Faithful – the office of a deacon is a spiritual office like the bishop’s office. Thus, he must be faithful because he is also a steward of the mysteries of God [1 Cor 4:1-2]. The mystery of faith refers to the gospel [Rom 16:25-27; Eph 3:2-12], which he holds with a pure conscience [1 Tim 1:5, 19]. He must be saved and know it and know how to tell others to be saved. In this he will be in complete agreement with the pastor. If he can’t agree with the pastor and the statement of faith of the church, he should resign. Likewise, to protect the church, if the pastor becomes heretical in his doctrine, the deacons should hold to the correct doctrine and the pastor should resign.
Proved – deacons conduct themselves as deacons before they are ever chosen to be deacons. You avoid problems by following 1 Tim 5:22.
Blameless – in this a deacon’s character and reputation are above reproach, like a bishop [1 Tim 3:2].
Husbands of one wife – see the discussion concerning this subject in the Sunday school lesson on a Bishop. Basically, he is not a polygamist, as so many of the kings in the Old Testament were, and as men are in certain societies even today.
In charge of their homes – a deacon must be able to rule his home and his children in the same way that the bishop must rule his home [1 Tim 3:4-5]. The reason is that he must uphold and enforce the decisions of the church and the pastor. Likewise, he must not be under the authority of his wife. She will end up running him and, indirectly, the church. The devil got to Adam through his wife.
Deacons’ wives must be:
Grave – as their husbands must be [see above].
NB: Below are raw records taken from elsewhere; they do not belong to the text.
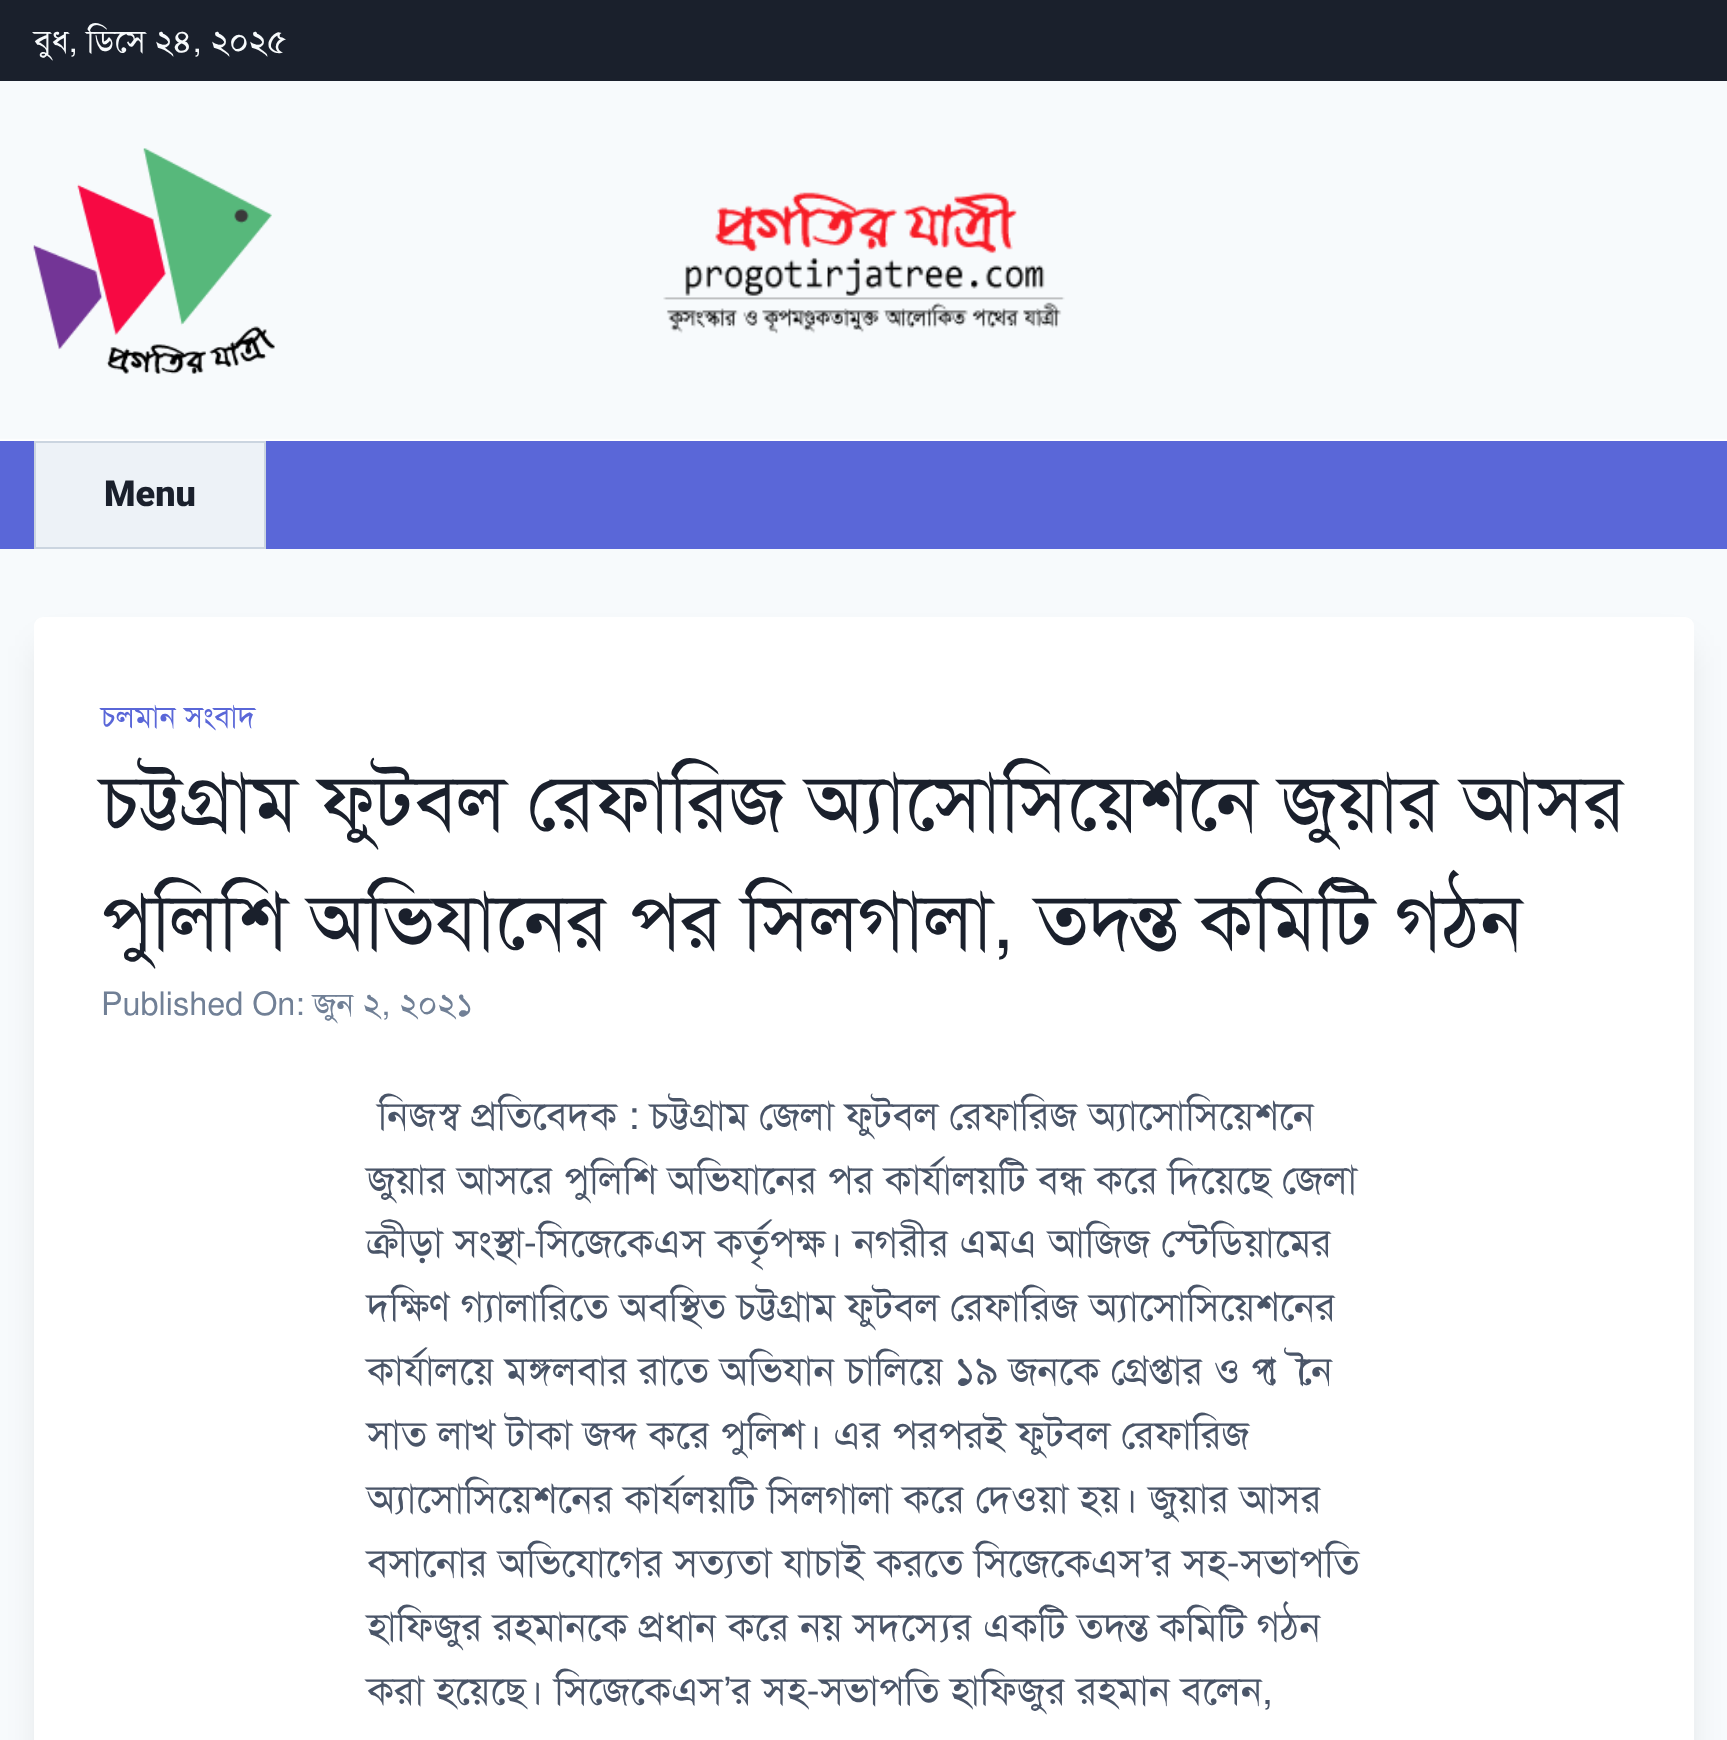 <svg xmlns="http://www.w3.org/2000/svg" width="1727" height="1740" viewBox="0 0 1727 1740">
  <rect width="100%" height="100%" fill="#f7fafc"/>
  <path d="M0 0h1727v81H0z" fill="#1a202c"/>
  <image x="0" y="192" width="1727" height="249" href="img/1.png"/>
  <image x="33" y="148" width="242" height="226" href="img/2.png"/>
  <path d="M0 441h1727v108H0z" fill="#5a67d8"/>
  <path d="M35 442h230v106H35z" fill="#edf2f7" stroke="#cbd5e0" stroke-width="2"/>
  <rect x="41" y="646" width="1647" height="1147" rx="2" fill="#0000001a" filter="blur(17px)"/>
  <rect x="34" y="617" width="1660" height="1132" rx="9" fill="#fff"/>
  <text x="34" y="52" font-family="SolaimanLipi" font-size="32.4" fill="#f7fafc">বুধ, ডিসে ২৪, ২০২৫</text>
  <text x="104" y="506" font-family="Roboto" font-size="36" font-weight="900" fill="#1a202c">Menu</text>
  <text x="101" y="727" font-family="SolaimanLipi" font-size="30.5" fill="#5a67d8">চলমান সংবাদ</text>
  <g font-family="SolaimanLipi" font-size="79.25" fill="#1a202c">
    <text x="101" y="829">চট্টগ্রাম ফুটবল রেফারিজ অ্যাসোসিয়েশনে জুয়ার আসর</text>
    <text x="101" y="948">পুলিশি অভিযানের পর সিলগালা, তদন্ত কমিটি গঠন</text>
  </g>
  <text x="101" y="1015" font-family="SolaimanLipi" font-size="32.4" fill="#718096">Published On: জুন ২, ২০২১</text>
  <g font-family="SolaimanLipi" font-size="39.6" fill="#4a5568">
    <text x="378" y="1129">নিজস্ব প্রতিবেদক : চট্টগ্রাম জেলা ফুটবল রেফারিজ অ্যাসোসিয়েশনে</text>
    <text x="367" y="1193">জুয়ার আসরে পুলিশি অভিযানের পর কার্যালয়টি বন্ধ করে দিয়েছে জেলা</text>
    <text x="367" y="1256">ক্রীড়া সংস্থা-সিজেকেএস কর্তৃপক্ষ। নগরীর এমএ আজিজ স্টেডিয়ামের</text>
    <text x="367" y="1320">দক্ষিণ গ্যালারিতে অবস্থিত চট্টগ্রাম ফুটবল রেফারিজ অ্যাসোসিয়েশনের</text>
    <text x="367" y="1384">কার্যালয়ে মঙ্গলবার রাতে অভিযান চালিয়ে ১৯ জনকে গ্রেপ্তার ও পৌনে</text>
    <text x="367" y="1448">সাত লাখ টাকা জব্দ করে পুলিশ। এর পরপরই ফুটবল রেফারিজ</text>
    <text x="367" y="1512">অ্যাসোসিয়েশনের কার্যলয়টি সিলগালা করে দেওয়া হয়। জুয়ার আসর</text>
    <text x="367" y="1576">বসানোর অভিযোগের সত্যতা যাচাই করতে সিজেকেএস</text>
  </g>
  <text x="1143" y="1576" font-family="Liberation Sans" font-size="39.6" fill="#4a5568">’</text>
  <g font-family="SolaimanLipi" font-size="39.6" fill="#4a5568">
    <text x="1151" y="1576">র সহ-সভাপতি</text>
    <text x="367" y="1640">হাফিজুর রহমানকে প্রধান করে নয় সদস্যের একটি তদন্ত কমিটি গঠন</text>
    <text x="367" y="1704">করা হয়েছে। সিজেকেএস</text>
  </g>
  <text x="723" y="1704" font-family="Liberation Sans" font-size="39.6" fill="#4a5568">’</text>
  <text x="731" y="1704" font-family="SolaimanLipi" font-size="39.6" fill="#4a5568">র সহ-সভাপতি হাফিজুর রহমান বলেন,</text>
</svg> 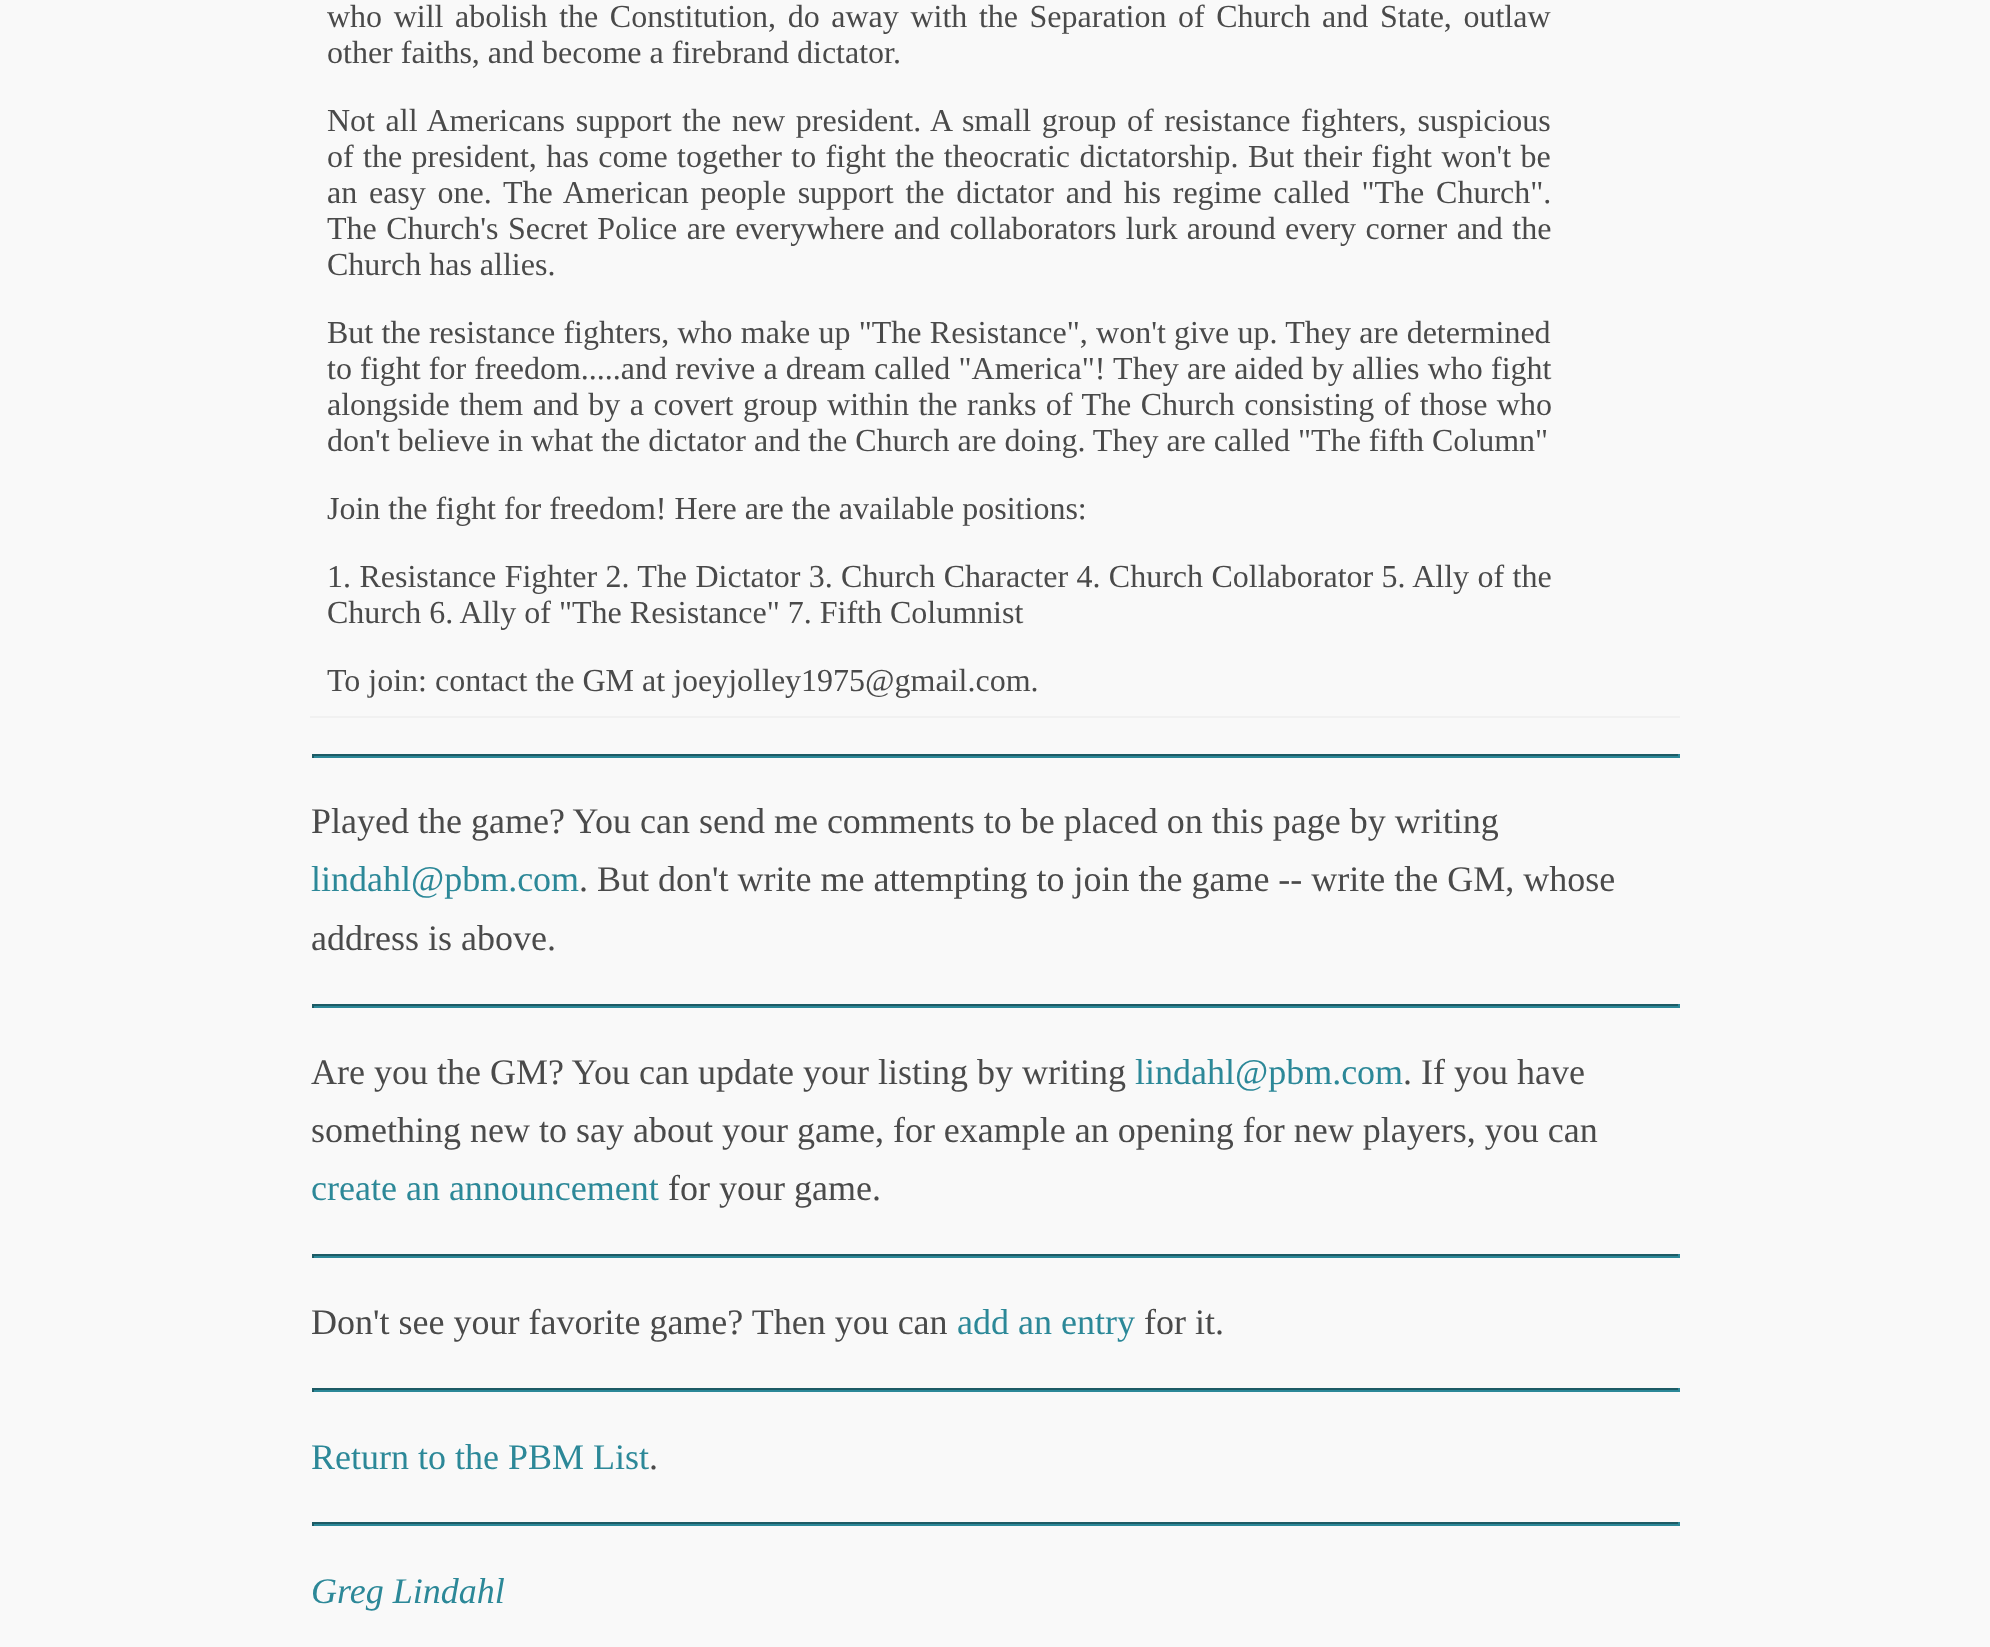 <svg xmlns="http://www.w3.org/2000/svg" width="1990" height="1647">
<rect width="100%" height="100%" fill="#f9f9f9"/>
<text x="327" y="27" word-spacing="3.6" style="font-family:Liberation Serif;font-size:32px;fill:#4a4a4a">who will abolish the Constitution, do away with the Separation of Church and State, outlaw</text>
<text x="327" y="63" style="font-family:Liberation Serif;font-size:32px;fill:#4a4a4a">other faiths, and become a firebrand dictator.</text>
<text x="327" y="131" word-spacing="2.6" style="font-family:Liberation Serif;font-size:32px;fill:#4a4a4a">Not all Americans support the new president. A small group of resistance fighters, suspicious</text>
<text x="327" y="167" word-spacing="1.4" style="font-family:Liberation Serif;font-size:32px;fill:#4a4a4a">of the president, has come together to fight the theocratic dictatorship. But their fight won't be</text>
<text x="327" y="203" word-spacing="3.75" style="font-family:Liberation Serif;font-size:32px;fill:#4a4a4a">an easy one. The American people support the dictator and his regime called "The Church".</text>
<text x="327" y="239" word-spacing="1.4" style="font-family:Liberation Serif;font-size:32px;fill:#4a4a4a">The Church's Secret Police are everywhere and collaborators lurk around every corner and the</text>
<text x="327" y="275" style="font-family:Liberation Serif;font-size:32px;fill:#4a4a4a">Church has allies.</text>
<text x="327" y="343" word-spacing="0.3" style="font-family:Liberation Serif;font-size:32px;fill:#4a4a4a">But the resistance fighters, who make up "The Resistance", won't give up. They are determined</text>
<text x="327" y="379" word-spacing="0.2" style="font-family:Liberation Serif;font-size:32px;fill:#4a4a4a">to fight for freedom.....and revive a dream called "America"! They are aided by allies who fight</text>
<text x="327" y="415" word-spacing="1.5" style="font-family:Liberation Serif;font-size:32px;fill:#4a4a4a">alongside them and by a covert group within the ranks of The Church consisting of those who</text>
<text x="327" y="451" style="font-family:Liberation Serif;font-size:32px;fill:#4a4a4a">don't believe in what the dictator and the Church are doing. They are called "The fifth Column"</text>
<text x="327" y="519" style="font-family:Liberation Serif;font-size:32px;fill:#4a4a4a">Join the fight for freedom! Here are the available positions:</text>
<text x="327" y="587" word-spacing="0.4" style="font-family:Liberation Serif;font-size:32px;fill:#4a4a4a">1. Resistance Fighter 2. The Dictator 3. Church Character 4. Church Collaborator 5. Ally of the</text>
<text x="327" y="623" style="font-family:Liberation Serif;font-size:32px;fill:#4a4a4a">Church 6. Ally of "The Resistance" 7. Fifth Columnist</text>
<text x="327" y="691" style="font-family:Liberation Serif;font-size:32px;fill:#4a4a4a">To join: contact the GM at joeyjolley1975@gmail.com.</text>
<rect x="310" y="716" width="1370" height="2" fill="#f1f1f1"/>
<rect x="312" y="754" width="1368" height="2" fill="#1d5b65"/>
<rect x="1678" y="754" width="2" height="4" fill="#2c8898"/>
<rect x="312" y="756" width="1368" height="2" fill="#2c8898"/>
<rect x="312" y="754" width="2" height="4" fill="#1d5b65"/>
<text x="311" y="833" style="font-family:Liberation Serif;font-size:36px;fill:#4a4a4a">Played the game? You can send me comments to be placed on this page by writing</text>
<text x="311" y="891" style="font-family:Liberation Serif;font-size:36px;fill:#2c8898">lindahl@pbm.com</text>
<text x="579" y="891" style="font-family:Liberation Serif;font-size:36px;fill:#4a4a4a">. But don't write me attempting to join the game -- write the GM, whose</text>
<text x="311" y="950" style="font-family:Liberation Serif;font-size:36px;fill:#4a4a4a">address is above.</text>
<rect x="312" y="1004" width="1368" height="2" fill="#1d5b65"/>
<rect x="1678" y="1004" width="2" height="4" fill="#2c8898"/>
<rect x="312" y="1006" width="1368" height="2" fill="#2c8898"/>
<rect x="312" y="1004" width="2" height="4" fill="#1d5b65"/>
<text x="311" y="1084" style="font-family:Liberation Serif;font-size:36px;fill:#4a4a4a">Are you the GM? You can update your listing by writing</text>
<text x="1135" y="1084" style="font-family:Liberation Serif;font-size:36px;fill:#2c8898">lindahl@pbm.com</text>
<text x="1403" y="1084" style="font-family:Liberation Serif;font-size:36px;fill:#4a4a4a">. If you have</text>
<text x="311" y="1142" style="font-family:Liberation Serif;font-size:36px;fill:#4a4a4a">something new to say about your game, for example an opening for new players, you can</text>
<text x="311" y="1200" style="font-family:Liberation Serif;font-size:36px;fill:#2c8898">create an announcement</text>
<text x="668" y="1200" style="font-family:Liberation Serif;font-size:36px;fill:#4a4a4a">for your game.</text>
<rect x="312" y="1254" width="1368" height="2" fill="#1d5b65"/>
<rect x="1678" y="1254" width="2" height="4" fill="#2c8898"/>
<rect x="312" y="1256" width="1368" height="2" fill="#2c8898"/>
<rect x="312" y="1254" width="2" height="4" fill="#1d5b65"/>
<text x="311" y="1334" style="font-family:Liberation Serif;font-size:36px;fill:#4a4a4a">Don't see your favorite game? Then you can</text>
<text x="957" y="1334" style="font-family:Liberation Serif;font-size:36px;fill:#2c8898">add an entry</text>
<text x="1144" y="1334" style="font-family:Liberation Serif;font-size:36px;fill:#4a4a4a">for it.</text>
<rect x="312" y="1388" width="1368" height="2" fill="#1d5b65"/>
<rect x="1678" y="1388" width="2" height="4" fill="#2c8898"/>
<rect x="312" y="1390" width="1368" height="2" fill="#2c8898"/>
<rect x="312" y="1388" width="2" height="4" fill="#1d5b65"/>
<text x="311" y="1469" style="font-family:Liberation Serif;font-size:36px;fill:#2c8898">Return to the PBM List</text>
<text x="649" y="1469" style="font-family:Liberation Serif;font-size:36px;fill:#4a4a4a">.</text>
<rect x="312" y="1522" width="1368" height="2" fill="#1d5b65"/>
<rect x="1678" y="1522" width="2" height="4" fill="#2c8898"/>
<rect x="312" y="1524" width="1368" height="2" fill="#2c8898"/>
<rect x="312" y="1522" width="2" height="4" fill="#1d5b65"/>
<text x="311" y="1603" style="font-family:Liberation Serif;font-size:36px;font-style:italic;fill:#2c8898">Greg Lindahl</text>
</svg>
Not slanderers – see Ps 101:5 and Prov 10:18. Because of her husband’s office, she is in a position to know things about other people. She cannot utter anything that could be damaging to another person’s character or reputation. She could say things that could damage another person for the rest of his or her life
Sober – see Titus 2:4, temperate. This should be the character of all Christian women.
Faithful – her husband is a faithful servant and she must be, too. Consider the qualities of a widow, whom the church can support, as a good example of her faithfulness [1 Tim 5:10].
Conclusion: deacons who handle their responsibilities well “purchase to themselves a good degree.” That is, they are worthy of the respect this office affords. They are also bold regarding the faith. That is, they stand firm on the words of God and resist any movement in the church away from the doctrines and principles of the Bible.